Sex & Gender /

Michigan Unitarian Universalist Church Hosts 'All-Ages' Drag Show

A Twitter user who posted recordings of the event told Timcast News she wanted 'to expose people grooming children'

Unitarian Universal Community Church (UUCC) in Portage, Michigan hosted an “all-ages” drag show on Saturday.

The event, which was free and branded as “suitable for all-ages,” was hosted by Shane Barrera, who performs under the stage name “Miss Moscato” and featured fellow performers “Petty Divine,” “Moana Lotte,” and Tyler Kuiper, who performs under the name “Savannah Hawthorne.”

UUCC‘s event also collected donations for OutFront Kalamazoo programs for homeless LGBTQ+ youth.

Olivia Claire, a Michigan resident who posted videos from the event on Twitter, noted roughly 10-15 children were present during the show — some of whom handed money to the performers.

Barrera gave a toast during the show saying, “Cheers to you. Cheers to me. We did it.”

“We’re here, we’re queer, and we’re gonna be free.”

Many of the children present were holding transgender and gay pride flags, Claire reported.

At one point, UUCC’s Reverend Gy Ludvig-McCartney handed money to one of the performers.

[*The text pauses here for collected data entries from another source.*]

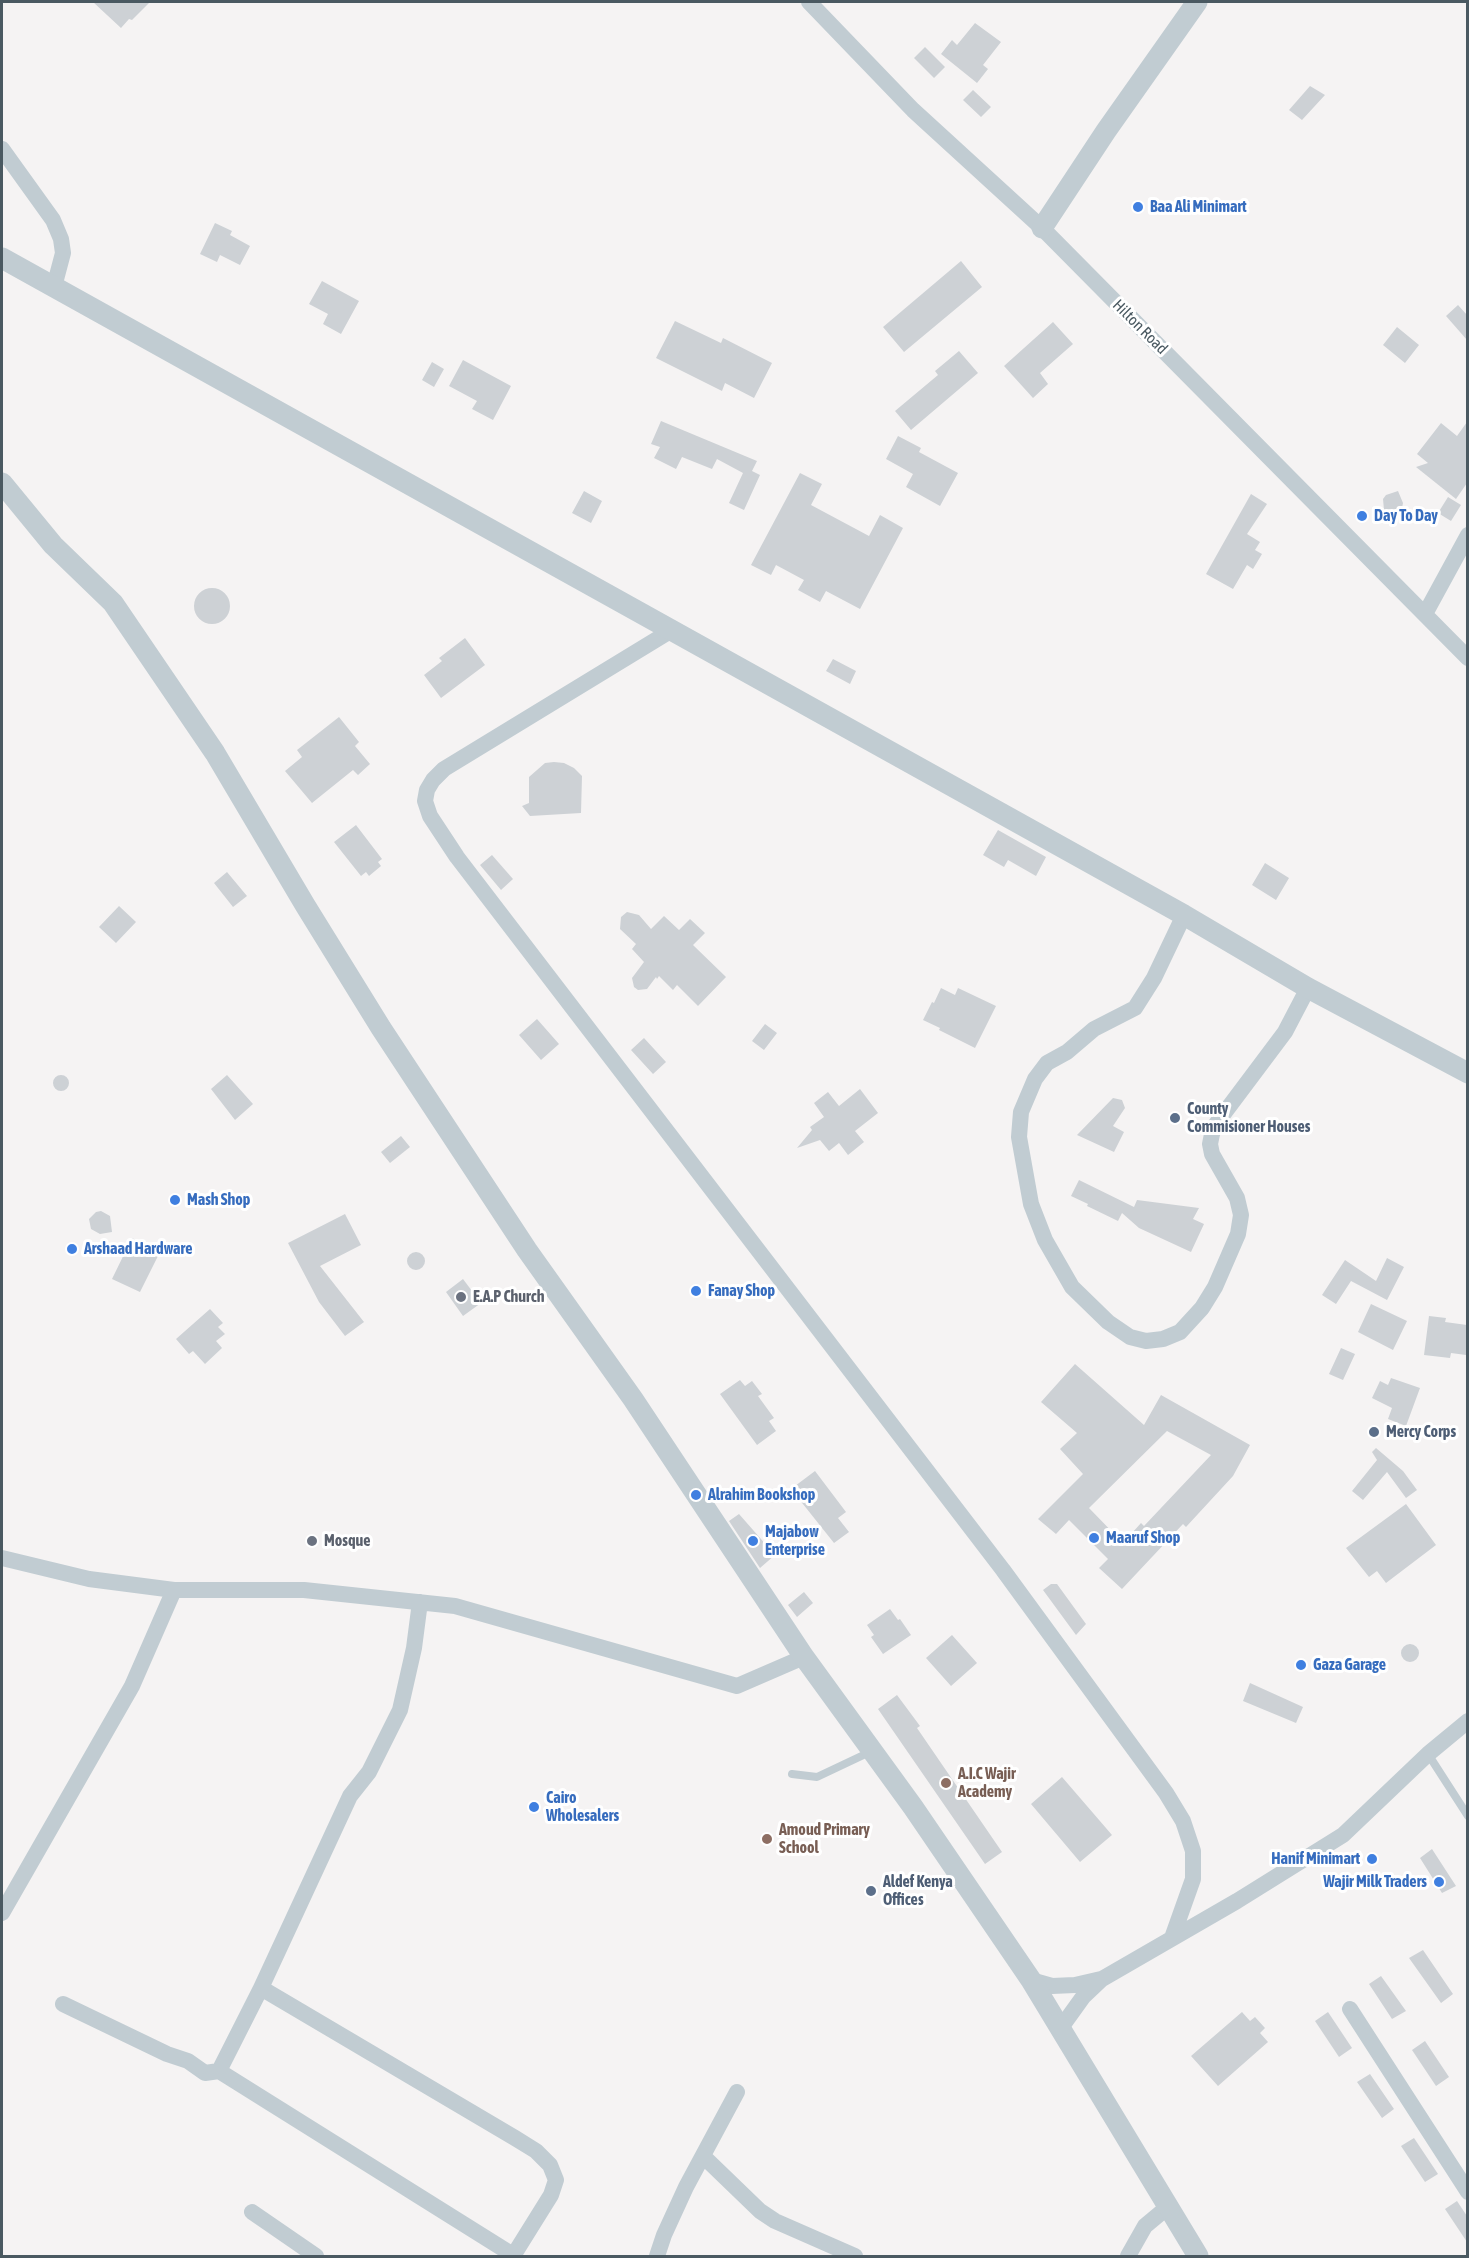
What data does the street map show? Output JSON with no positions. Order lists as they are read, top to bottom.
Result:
{
  "streets": {
    "street": ["Hilton Road"]
  },
  "places": [
    "Baa Ali Minimart",
    "Day To Day",
    "County Commisioner Houses",
    "Mash Shop",
    "Arshaad Hardware",
    "Fanay Shop",
    "E.A.P Church",
    "Mercy Corps",
    "Alrahim Bookshop",
    "Maaruf Shop",
    "Mosque",
    "Majabow Enterprise",
    "Gaza Garage",
    "A.I.C Wajir Academy",
    "Cairo Wholesalers",
    "Amoud Primary School",
    "Hanif Minimart",
    "Wajir Milk Traders",
    "Aldef Kenya Offices"
  ]
}
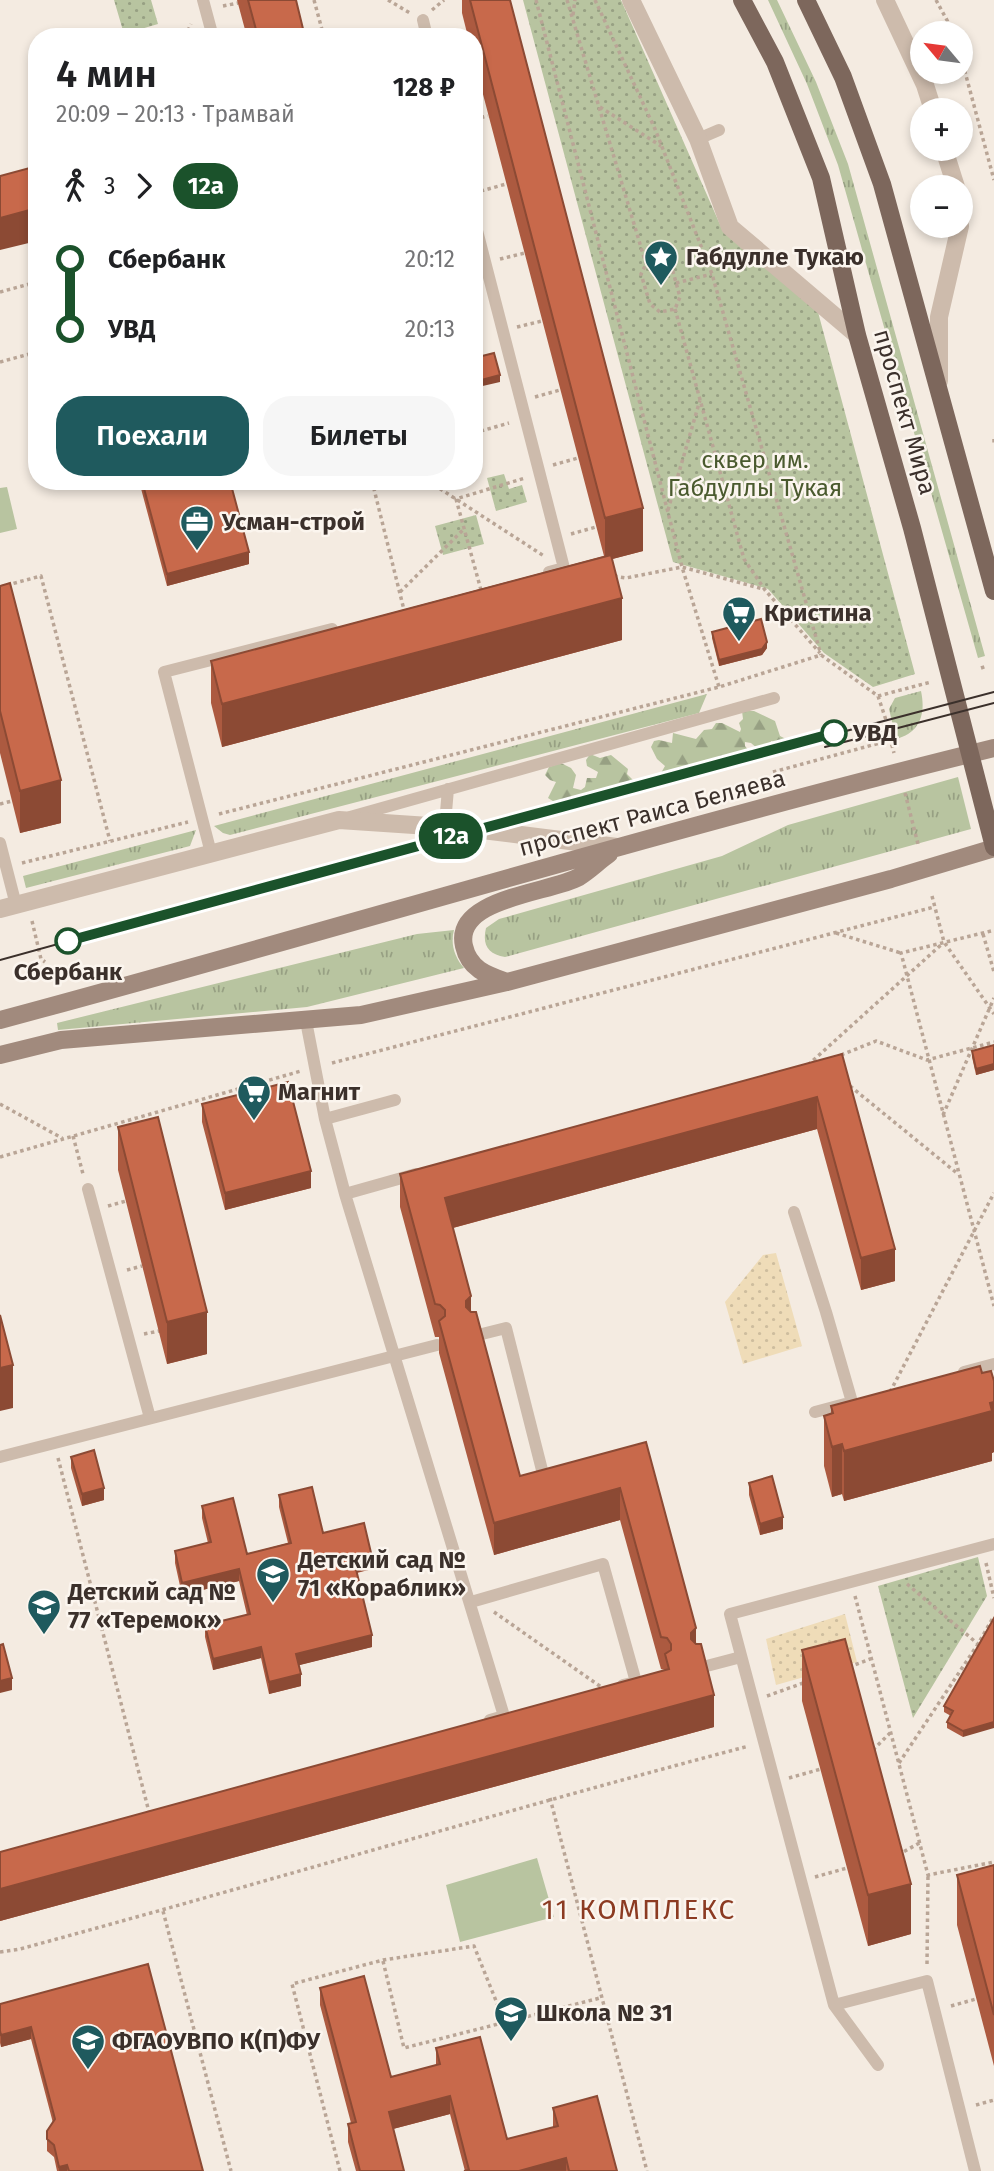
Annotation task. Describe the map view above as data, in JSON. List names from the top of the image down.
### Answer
{
  "streets": {
    "main road": ["проспект Мира"],
    "street": ["проспект Раиса Беляева"]
  },
  "crossings": [
    ["проспект Мира", "проспект Раиса Беляева"]
  ],
  "districts": ["11 КОМПЛЕКС"],
  "parks": ["сквер им. Габдуллы Тукая"],
  "places": {
    "place": ["Габдулле Тукаю"],
    "office": ["Усман-строй"],
    "supermarket": ["Кристина", "Магнит"],
    "other": ["УВД", "Сбербанк"],
    "school or university": [
      "Детский сад № 71 «Кораблик»",
      "Детский сад № 77 «Теремок»",
      "Школа № 31",
      "ФГАОУВПО К(П)ФУ"
    ]
  },
  "lines": ["tram line 12а"],
  "north": "top left",
  "page": {
    "on_map": "12а",
    "map_buttons": ["+", "−"],
    "heading": ["4 мин", "20:09 – 20:13 · Трамвай", "128 ₽"],
    "legs": ["3", "12а"],
    "list": [
      {
        "name": "Сбербанк",
        "value": "20:12"
      },
      {
        "name": "УВД",
        "value": "20:13"
      }
    ],
    "buttons": ["Поехали", "Билеты"]
  }
}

“I couldn’t record the entire event, I didn’t want to draw attention to myself,” Claire said. “In the last day I’ve tried to put into words the disgust I feel for this type of behavior.”

Prior to the event, Barrera hosted a “Drag 101 workshop” in the church’s basement, where he allowed attendees to try on clothes and receive tips about performing drag.

“Come to the workshop, stay for the show, and leave feeling FABULOUS!” reads the event’s description.

Minors, who were also invited to the basement event, were given name tags upon which they were instructed to write their preferred pronouns, Claire reported.

Rapper Iggy Azalea’s “I Am the Strip Club” was reportedly playing at the “all-ages” event as people initially entered the venue featuring lyrics including “fat a–, lap dance,” and “I do the lap dance (I ride the pole up).”

“I woke up like a bad— b—, pretty face with some perfect t–s,” the lyrics continue. “Called my job, told ’em to suck my d—”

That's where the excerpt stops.